Effect of thymic atrophy induced by infection with Plasmodium berghei on the induction and development of EAE experimental

Abstract

Thymus is the primary lymphoid organ responsible for the maturation and development of T lymphocytes, playing a primordial role in generating central tolerance. Some extrinsic factors such as infections are capable of inducing thymic atrophy. Experiments conducted in our laboratory showed that Plasmodium berghei infection causes thymic atrophy through migration of premature cells into the periphery. Malaria, caused by the protozoan Plasmodium spp, is the main infectious disease in humans. In Brazil were described over 330 thousand cases in 2010. Destruction of the parasite by T and B cell is essential for disease resolution, however there must be a subtle balance on the immune system. In this context, dendritic cells play an important role shaping T cell responses and are infected by Plasmodium in malaria acquiring immunossupressive properties. Since the relationship between infections and autoimmune diseases is not well characterized its understanding can yield therapies against a variety of chronic inflammatory autoimmune disorders, such as multiple sclerosis.

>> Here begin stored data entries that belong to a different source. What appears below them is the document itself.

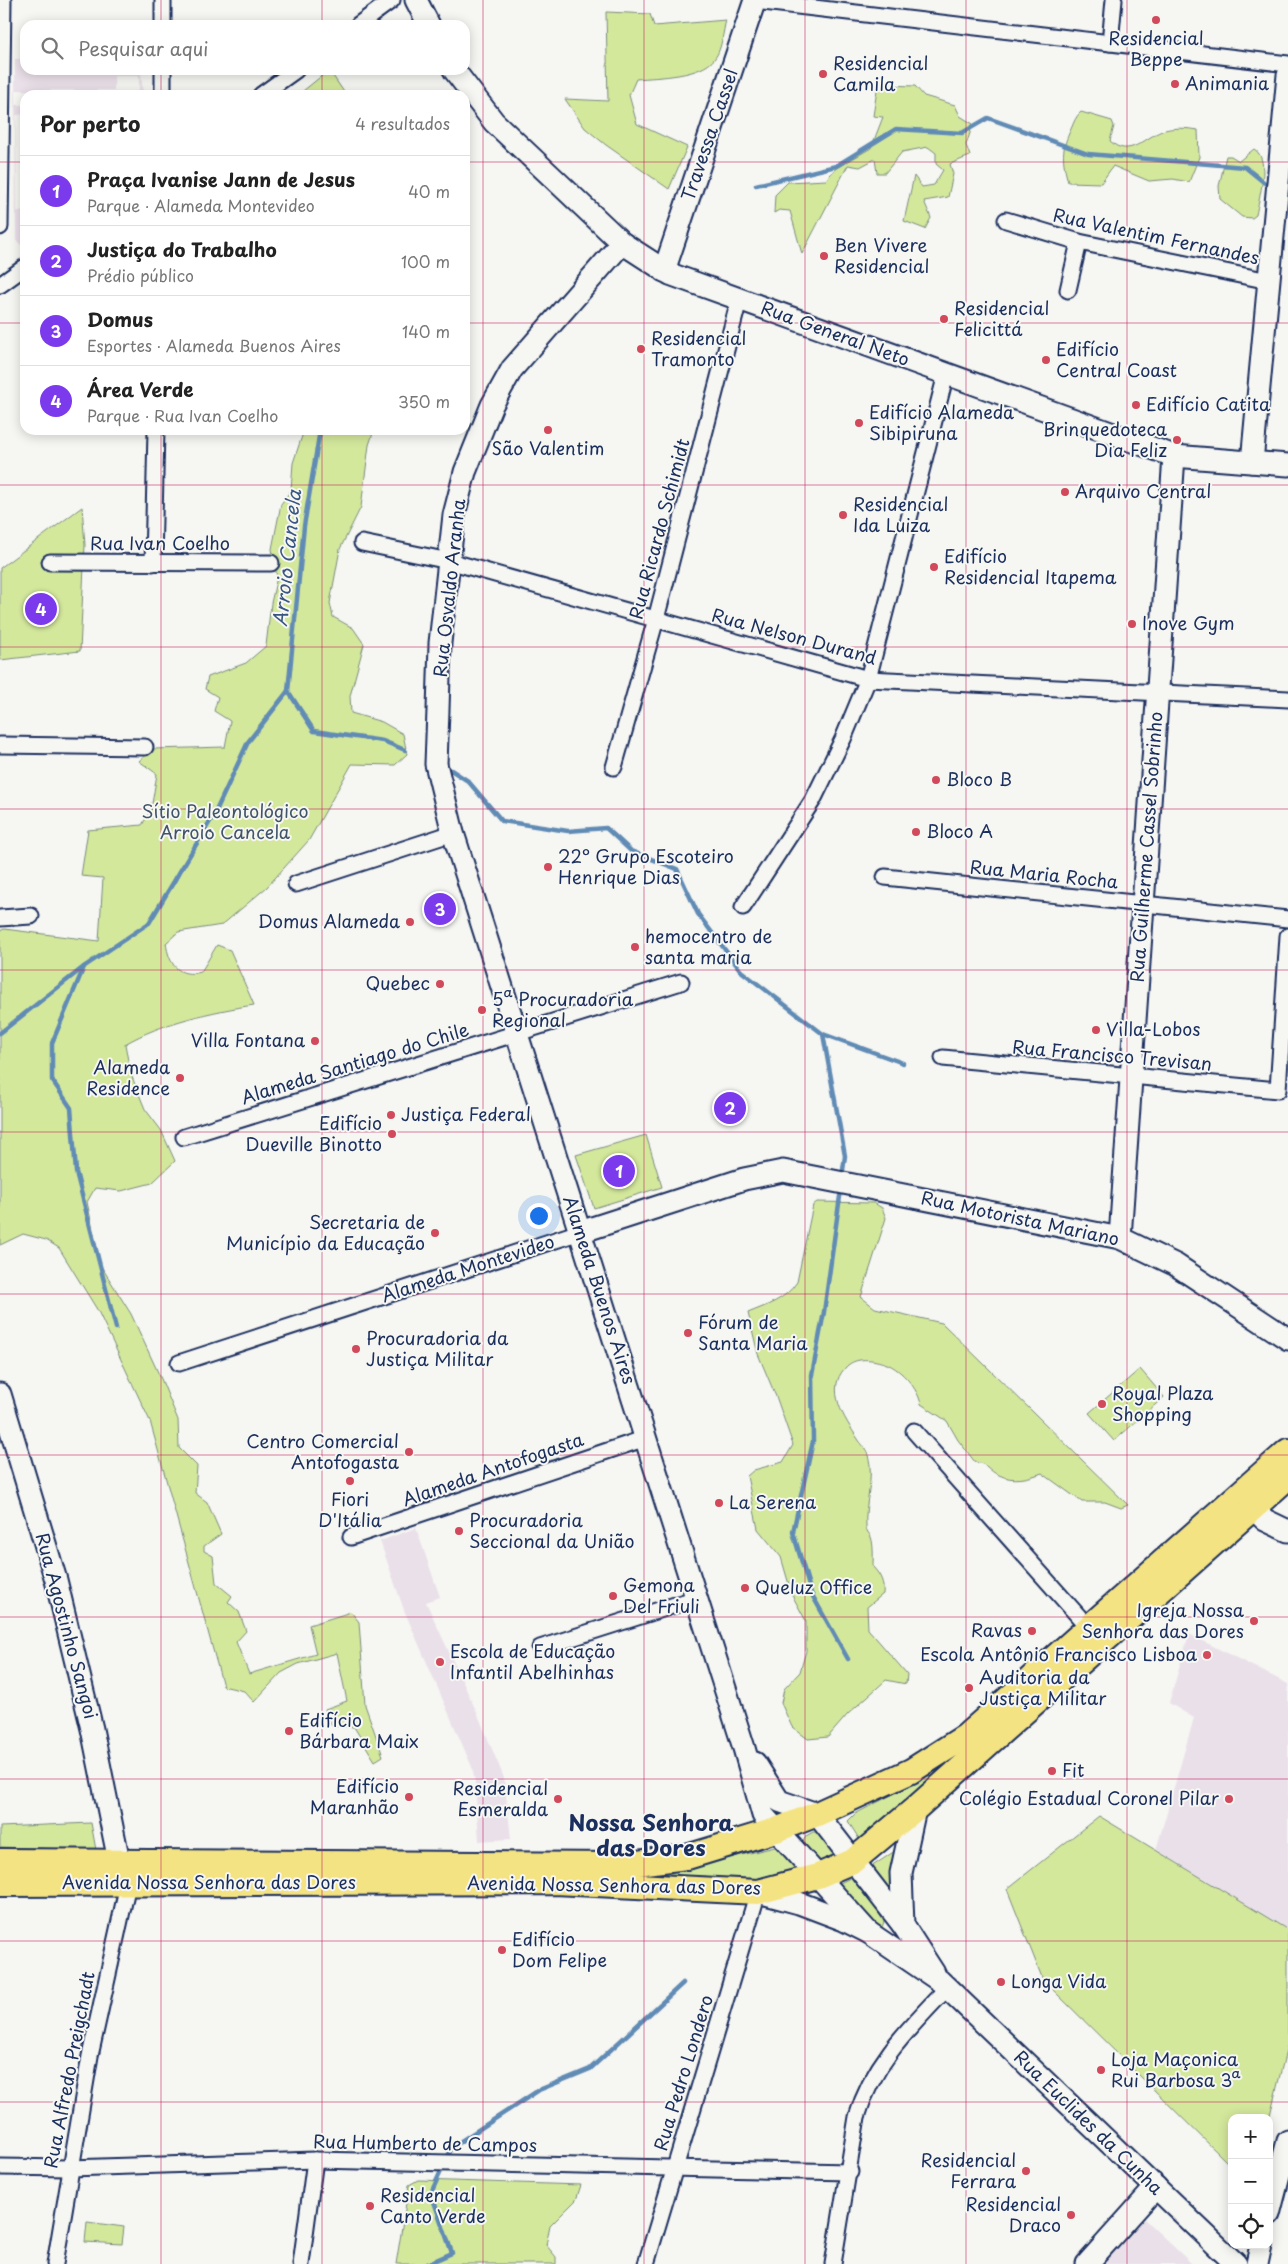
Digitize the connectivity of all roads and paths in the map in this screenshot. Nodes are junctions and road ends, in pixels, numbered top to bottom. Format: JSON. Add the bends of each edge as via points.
{"nodes":[{"id":1,"x":3,"y":0,"type":"edge"},
{"id":2,"x":163,"y":0,"type":"edge"},
{"id":3,"x":392,"y":0,"type":"edge"},
{"id":4,"x":416,"y":0,"type":"edge"},
{"id":5,"x":1114,"y":0,"type":"edge"},
{"id":6,"x":755,"y":1,"type":"edge"},
{"id":7,"x":163,"y":20,"type":"edge"},
{"id":8,"x":365,"y":20,"type":"edge"},
{"id":9,"x":426,"y":20,"type":"edge"},
{"id":10,"x":1110,"y":43,"type":"junction"},
{"id":11,"x":1288,"y":64,"type":"edge"},
{"id":12,"x":1288,"y":74,"type":"edge"},
{"id":13,"x":163,"y":75,"type":"edge"},
{"id":14,"x":289,"y":75,"type":"edge"},
{"id":15,"x":458,"y":75,"type":"edge"},
{"id":16,"x":163,"y":90,"type":"edge"},
{"id":17,"x":268,"y":90,"type":"edge"},
{"id":18,"x":469,"y":90,"type":"edge"},
{"id":19,"x":470,"y":91,"type":"edge"},
{"id":20,"x":1006,"y":220,"type":"dead end"},
{"id":21,"x":0,"y":227,"type":"edge"},
{"id":22,"x":1079,"y":242,"type":"junction"},
{"id":23,"x":622,"y":243,"type":"junction"},
{"id":24,"x":20,"y":270,"type":"edge"},
{"id":25,"x":664,"y":271,"type":"junction"},
{"id":26,"x":1269,"y":281,"type":"junction"},
{"id":27,"x":0,"y":285,"type":"edge"},
{"id":28,"x":1068,"y":290,"type":"dead end"},
{"id":29,"x":739,"y":300,"type":"junction"},
{"id":30,"x":946,"y":374,"type":"junction"},
{"id":31,"x":156,"y":435,"type":"edge"},
{"id":32,"x":1174,"y":456,"type":"junction"},
{"id":33,"x":1252,"y":462,"type":"junction"},
{"id":34,"x":1288,"y":465,"type":"edge"},
{"id":35,"x":362,"y":543,"type":"dead end"},
{"id":36,"x":449,"y":561,"type":"junction"},
{"id":37,"x":50,"y":562,"type":"dead end"},
{"id":38,"x":153,"y":563,"type":"junction"},
{"id":39,"x":271,"y":563,"type":"dead end"},
{"id":40,"x":656,"y":619,"type":"junction"},
{"id":41,"x":868,"y":679,"type":"junction"},
{"id":42,"x":1158,"y":693,"type":"junction"},
{"id":43,"x":1288,"y":700,"type":"edge"},
{"id":44,"x":0,"y":745,"type":"edge"},
{"id":45,"x":145,"y":747,"type":"dead end"},
{"id":46,"x":614,"y":767,"type":"dead end"},
{"id":47,"x":454,"y":833,"type":"junction"},
{"id":48,"x":885,"y":877,"type":"dead end"},
{"id":49,"x":296,"y":884,"type":"dead end"},
{"id":50,"x":1143,"y":904,"type":"junction"},
{"id":51,"x":743,"y":906,"type":"dead end"},
{"id":52,"x":31,"y":916,"type":"dead end"},
{"id":53,"x":0,"y":918,"type":"edge"},
{"id":54,"x":1288,"y":919,"type":"edge"},
{"id":55,"x":1288,"y":936,"type":"edge"},
{"id":56,"x":681,"y":982,"type":"dead end"},
{"id":57,"x":517,"y":1034,"type":"junction"},
{"id":58,"x":943,"y":1058,"type":"dead end"},
{"id":59,"x":1131,"y":1076,"type":"junction"},
{"id":60,"x":184,"y":1137,"type":"dead end"},
{"id":61,"x":816,"y":1177,"type":"joint"},
{"id":62,"x":580,"y":1232,"type":"junction"},
{"id":63,"x":1120,"y":1238,"type":"junction"},
{"id":64,"x":1288,"y":1339,"type":"edge"},
{"id":65,"x":179,"y":1363,"type":"dead end"},
{"id":66,"x":0,"y":1394,"type":"edge"},
{"id":67,"x":914,"y":1431,"type":"dead end"},
{"id":68,"x":646,"y":1438,"type":"junction"},
{"id":69,"x":1288,"y":1451,"type":"edge"},
{"id":70,"x":1288,"y":1477,"type":"edge"},
{"id":71,"x":1246,"y":1501,"type":"junction"},
{"id":72,"x":1288,"y":1531,"type":"edge"},
{"id":73,"x":352,"y":1537,"type":"dead end"},
{"id":74,"x":696,"y":1598,"type":"junction"},
{"id":75,"x":1089,"y":1628,"type":"junction"},
{"id":76,"x":540,"y":1648,"type":"dead end"},
{"id":77,"x":744,"y":1748,"type":"junction"},
{"id":78,"x":915,"y":1809,"type":"junction"},
{"id":79,"x":817,"y":1814,"type":"junction"},
{"id":80,"x":776,"y":1830,"type":"junction"},
{"id":81,"x":119,"y":1860,"type":"junction"},
{"id":82,"x":0,"y":1861,"type":"edge"},
{"id":83,"x":853,"y":1861,"type":"junction"},
{"id":84,"x":818,"y":1876,"type":"junction"},
{"id":85,"x":0,"y":1884,"type":"edge"},
{"id":86,"x":128,"y":1884,"type":"junction"},
{"id":87,"x":758,"y":1892,"type":"junction"},
{"id":88,"x":903,"y":1925,"type":"junction"},
{"id":89,"x":868,"y":1932,"type":"junction"},
{"id":90,"x":943,"y":1984,"type":"junction"},
{"id":91,"x":1288,"y":2141,"type":"edge"},
{"id":92,"x":315,"y":2160,"type":"junction"},
{"id":93,"x":0,"y":2167,"type":"edge"},
{"id":94,"x":675,"y":2167,"type":"junction"},
{"id":95,"x":70,"y":2168,"type":"junction"},
{"id":96,"x":850,"y":2172,"type":"junction"},
{"id":97,"x":1156,"y":2187,"type":"junction"},
{"id":98,"x":1272,"y":2204,"type":"edge"},
{"id":99,"x":1260,"y":2249,"type":"edge"},
{"id":100,"x":55,"y":2264,"type":"edge"},
{"id":101,"x":301,"y":2264,"type":"edge"},
{"id":102,"x":646,"y":2264,"type":"edge"},
{"id":103,"x":833,"y":2264,"type":"edge"},
{"id":104,"x":1086,"y":2264,"type":"edge"},
{"id":105,"x":1236,"y":2264,"type":"edge"},
{"id":106,"x":1257,"y":2264,"type":"edge"}],
"edges":[{"from":1,"to":21,"type":"street"},
{"from":2,"to":7,"type":"street"},
{"from":3,"to":8,"type":"street"},
{"from":4,"to":9,"type":"street"},
{"from":5,"to":10,"type":"street"},
{"from":6,"to":10,"type":"street"},
{"from":6,"to":25,"type":"street","name":"Travessa Cassel"},
{"from":10,"to":11,"type":"street"},
{"from":12,"to":26,"type":"street"},
{"from":13,"to":16,"type":"street"},
{"from":14,"to":17,"type":"street"},
{"from":15,"to":18,"type":"street","name":"Rua General Neto"},
{"from":19,"to":23,"type":"street","name":"Rua General Neto","via":[[494,122]]},
{"from":20,"to":22,"type":"street","name":"Rua Valentim Fernandes"},
{"from":22,"to":26,"type":"street","name":"Rua Valentim Fernandes"},
{"from":22,"to":28,"type":"street"},
{"from":23,"to":25,"type":"street","name":"Rua General Neto"},
{"from":23,"to":36,"type":"street","name":"Rua Osvaldo Aranha","via":[[512,369],[492,405],[465,472],[454,515]]},
{"from":24,"to":27,"type":"street"},
{"from":25,"to":29,"type":"street","name":"Rua General Neto"},
{"from":26,"to":33,"type":"street"},
{"from":29,"to":30,"type":"street","name":"Rua General Neto"},
{"from":29,"to":40,"type":"street","name":"Rua Ricardo Schimidt"},
{"from":30,"to":32,"type":"street","name":"Rua General Neto"},
{"from":30,"to":41,"type":"street"},
{"from":31,"to":38,"type":"street"},
{"from":32,"to":33,"type":"street","name":"Rua General Neto"},
{"from":32,"to":42,"type":"street","name":"Rua Guilherme Cassel Sobrinho"},
{"from":33,"to":34,"type":"street","name":"Rua General Neto"},
{"from":35,"to":36,"type":"street","name":"Rua Nelson Durand"},
{"from":36,"to":40,"type":"street","name":"Rua Nelson Durand"},
{"from":36,"to":47,"type":"street","name":"Rua Osvaldo Aranha","via":[[440,643],[436,764]]},
{"from":37,"to":38,"type":"street","name":"Rua Ivan Coelho"},
{"from":38,"to":39,"type":"street","name":"Rua Ivan Coelho"},
{"from":40,"to":41,"type":"street","name":"Rua Nelson Durand"},
{"from":40,"to":46,"type":"street","name":"Rua Ricardo Schimidt"},
{"from":41,"to":42,"type":"street","name":"Rua Nelson Durand"},
{"from":41,"to":51,"type":"street","via":[[813,800]]},
{"from":42,"to":43,"type":"street","name":"Rua Nelson Durand"},
{"from":42,"to":50,"type":"street","name":"Rua Guilherme Cassel Sobrinho"},
{"from":44,"to":45,"type":"street"},
{"from":47,"to":49,"type":"street"},
{"from":47,"to":57,"type":"street","name":"Alameda Buenos Aires"},
{"from":48,"to":50,"type":"street","name":"Rua Maria Rocha"},
{"from":50,"to":54,"type":"street","name":"Rua Maria Rocha"},
{"from":50,"to":59,"type":"street","name":"Rua Guilherme Cassel Sobrinho"},
{"from":52,"to":53,"type":"street"},
{"from":55,"to":59,"type":"street","name":"Rua Francisco Trevisan","via":[[1278,1090]]},
{"from":56,"to":57,"type":"street","name":"Alameda Santiago do Chile"},
{"from":57,"to":60,"type":"street","name":"Alameda Santiago do Chile"},
{"from":57,"to":62,"type":"street","name":"Alameda Buenos Aires"},
{"from":58,"to":59,"type":"street","name":"Rua Francisco Trevisan"},
{"from":59,"to":63,"type":"street","name":"Rua Guilherme Cassel Sobrinho"},
{"from":61,"to":62,"type":"street","name":"Alameda Montevideo","via":[[769,1172]]},
{"from":61,"to":63,"type":"street","name":"Rua Motorista Mariano"},
{"from":62,"to":65,"type":"street","name":"Alameda Montevideo"},
{"from":62,"to":68,"type":"street","name":"Alameda Buenos Aires"},
{"from":63,"to":64,"type":"street","name":"Rua Motorista Mariano","via":[[1176,1265]]},
{"from":66,"to":81,"type":"street","name":"Rua Agostinho Sangoi","via":[[56,1580]]},
{"from":67,"to":75,"type":"street"},
{"from":68,"to":73,"type":"street","name":"Alameda Antofogasta"},
{"from":68,"to":74,"type":"street","name":"Alameda Buenos Aires"},
{"from":69,"to":71,"type":"main road","name":"Avenida Nossa Senhora das Dores"},
{"from":70,"to":71,"type":"main road","name":"Avenida Nossa Senhora das Dores"},
{"from":71,"to":72,"type":"street","via":[[1265,1520]]},
{"from":71,"to":75,"type":"main road","name":"Avenida Nossa Senhora das Dores"},
{"from":71,"to":78,"type":"main road","name":"Avenida Nossa Senhora das Dores"},
{"from":74,"to":76,"type":"street"},
{"from":74,"to":77,"type":"street","name":"Alameda Buenos Aires"},
{"from":75,"to":79,"type":"main road","name":"Avenida Nossa Senhora das Dores","via":[[966,1736],[911,1771]]},
{"from":77,"to":79,"type":"street","name":"Alameda Buenos Aires","via":[[779,1800]]},
{"from":77,"to":80,"type":"street","name":"Alameda Buenos Aires","via":[[763,1815]]},
{"from":78,"to":83,"type":"main road","name":"Avenida Nossa Senhora das Dores"},
{"from":78,"to":88,"type":"street","via":[[901,1873]]},
{"from":79,"to":80,"type":"main road","name":"Avenida Nossa Senhora das Dores"},
{"from":79,"to":83,"type":"street","name":"Rua Euclides da Cunha"},
{"from":80,"to":81,"type":"main road","name":"Avenida Nossa Senhora das Dores","via":[[687,1857],[620,1865]]},
{"from":80,"to":84,"type":"street","name":"Alameda Buenos Aires"},
{"from":81,"to":82,"type":"main road","name":"Avenida Nossa Senhora das Dores"},
{"from":83,"to":84,"type":"main road","name":"Avenida Nossa Senhora das Dores"},
{"from":83,"to":88,"type":"street","name":"Rua Euclides da Cunha"},
{"from":84,"to":87,"type":"main road","name":"Avenida Nossa Senhora das Dores"},
{"from":84,"to":89,"type":"street","name":"Rua Euclides da Cunha"},
{"from":85,"to":86,"type":"main road","name":"Avenida Nossa Senhora das Dores"},
{"from":86,"to":87,"type":"main road","name":"Avenida Nossa Senhora das Dores","via":[[555,1882]]},
{"from":86,"to":95,"type":"street","name":"Rua Alfredo Preigchadt","via":[[90,2056]]},
{"from":87,"to":89,"type":"street","name":"Rua Euclides da Cunha","via":[[799,1903]]},
{"from":87,"to":94,"type":"street","name":"Rua Pedro Londero"},
{"from":88,"to":90,"type":"street","name":"Rua Euclides da Cunha"},
{"from":89,"to":90,"type":"street","name":"Rua Euclides da Cunha"},
{"from":90,"to":96,"type":"street","via":[[875,2073],[863,2096]]},
{"from":90,"to":97,"type":"street","name":"Rua Euclides da Cunha"},
{"from":91,"to":98,"type":"street"},
{"from":92,"to":94,"type":"street","name":"Rua Humberto de Campos"},
{"from":92,"to":95,"type":"street","name":"Rua Humberto de Campos"},
{"from":92,"to":101,"type":"street"},
{"from":93,"to":95,"type":"street","name":"Rua Humberto de Campos"},
{"from":94,"to":96,"type":"street","name":"Rua Humberto de Campos"},
{"from":94,"to":102,"type":"street","name":"Rua Pedro Londero"},
{"from":95,"to":100,"type":"street","name":"Rua Alfredo Preigchadt"},
{"from":96,"to":103,"type":"street"},
{"from":97,"to":104,"type":"street"},
{"from":97,"to":105,"type":"street","name":"Rua Euclides da Cunha"},
{"from":99,"to":106,"type":"street"}]}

Multiple sclerosis originates through the destruction of myelin that recovers the nervous termination by the immune system cells. Little is known about the factors that trigger autoimmune response, although there is accumulating evidence suggesting the involvement of infections in observations made in the main experimental model of this disease: the experimental autoimmune encephalomyelitis (EAE). T.cruzi infected mice have thymic atrophy and are known to develop autoimmune disease, Savino et al attributed the autoimmunity to the presence of immature T cells in the periphery. In this context, the main objective of this study is to evaluate whether thymic atrophy, developed in experimental infection by P.berghei, is capable to alter the predisposition and the clinical parameters of EAE in mice. It is also purpose of this project to evaluate the therapeutic potential of adoptive transfer of dendritic cells modulated with P.berghei-derived molecules in controlling EAE.